→ Problem to work on
Write every line below out again, exactly as given, but leave out the pictures.

[Collection entries]
************
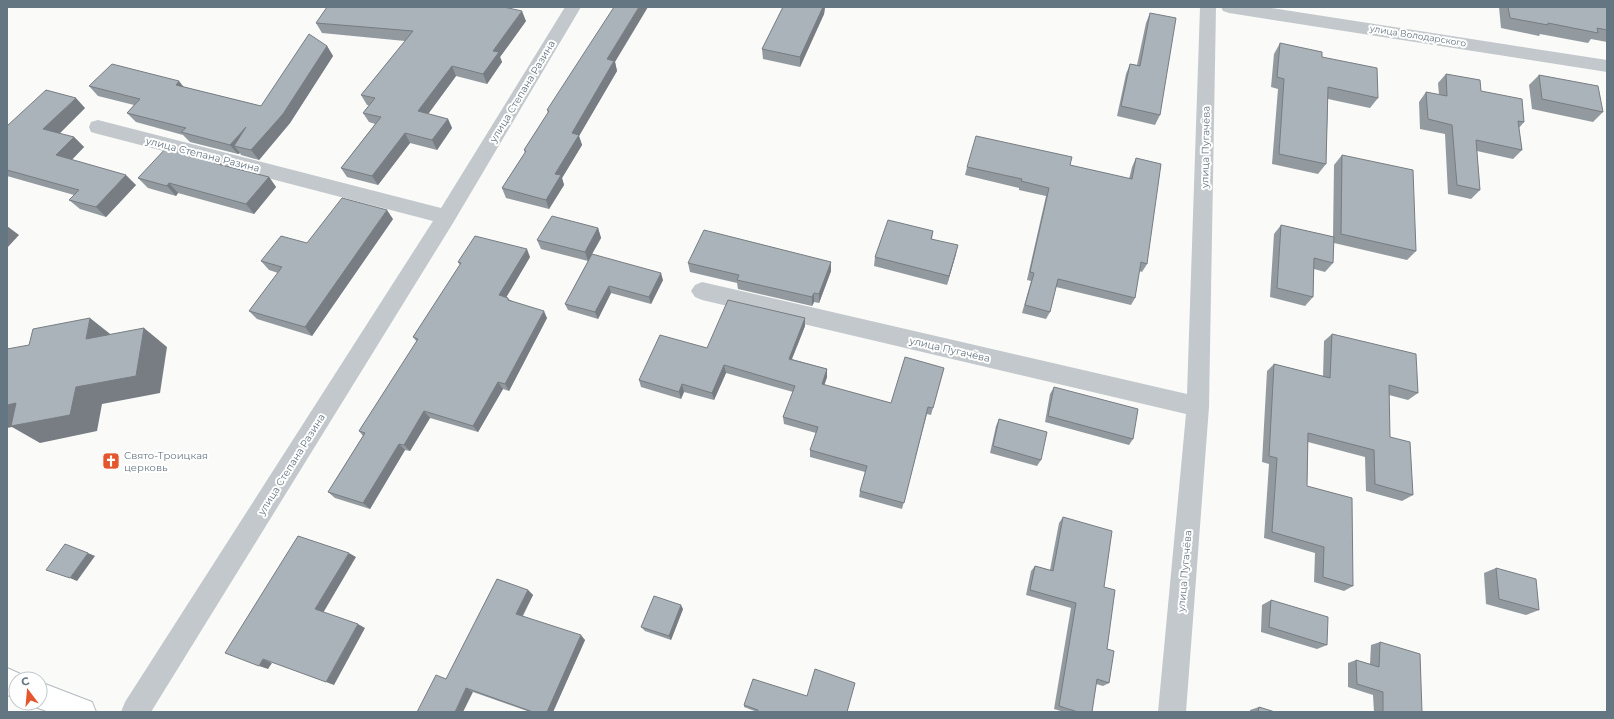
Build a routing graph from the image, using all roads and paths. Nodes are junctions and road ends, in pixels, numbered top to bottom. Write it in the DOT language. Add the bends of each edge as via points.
graph roads {
  1 [pos="573,7"];
  2 [pos="1208,7"];
  3 [pos="1229,7"];
  4 [pos="1607,66"];
  5 [pos="98,127"];
  6 [pos="446,217"];
  7 [pos="702,291"];
  8 [pos="1198,407"];
  9 [pos="48,698"];
  10 [pos="82,712"];
  11 [pos="136,712"];
  12 [pos="1172,712"];
  1 -- 6 [label="street, улица Степана Разина"];
  2 -- 8 [label="street, улица Пугачёва"];
  3 -- 4 [label="street, улица Володарского"];
  5 -- 6 [label="street, улица Степана Разина"];
  6 -- 11 [label="street, улица Степана Разина"];
  7 -- 8 [label="street, улица Пугачёва"];
  8 -- 12 [label="street, улица Пугачёва"];
  9 -- 10 [label="main road"];
}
************
→ Response to the task
Build a routing graph from the image, using all roads and paths. Nodes are junctions and road ends, in pixels, numbered top to bottom. Write it in the DOT language. Add the bends of each edge as via points.
graph roads {
  1 [pos="573,7"];
  2 [pos="1208,7"];
  3 [pos="1229,7"];
  4 [pos="1607,66"];
  5 [pos="98,127"];
  6 [pos="446,217"];
  7 [pos="702,291"];
  8 [pos="1198,407"];
  9 [pos="48,698"];
  10 [pos="82,712"];
  11 [pos="136,712"];
  12 [pos="1172,712"];
  1 -- 6 [label="street, улица Степана Разина"];
  2 -- 8 [label="street, улица Пугачёва"];
  3 -- 4 [label="street, улица Володарского"];
  5 -- 6 [label="street, улица Степана Разина"];
  6 -- 11 [label="street, улица Степана Разина"];
  7 -- 8 [label="street, улица Пугачёва"];
  8 -- 12 [label="street, улица Пугачёва"];
  9 -- 10 [label="main road"];
}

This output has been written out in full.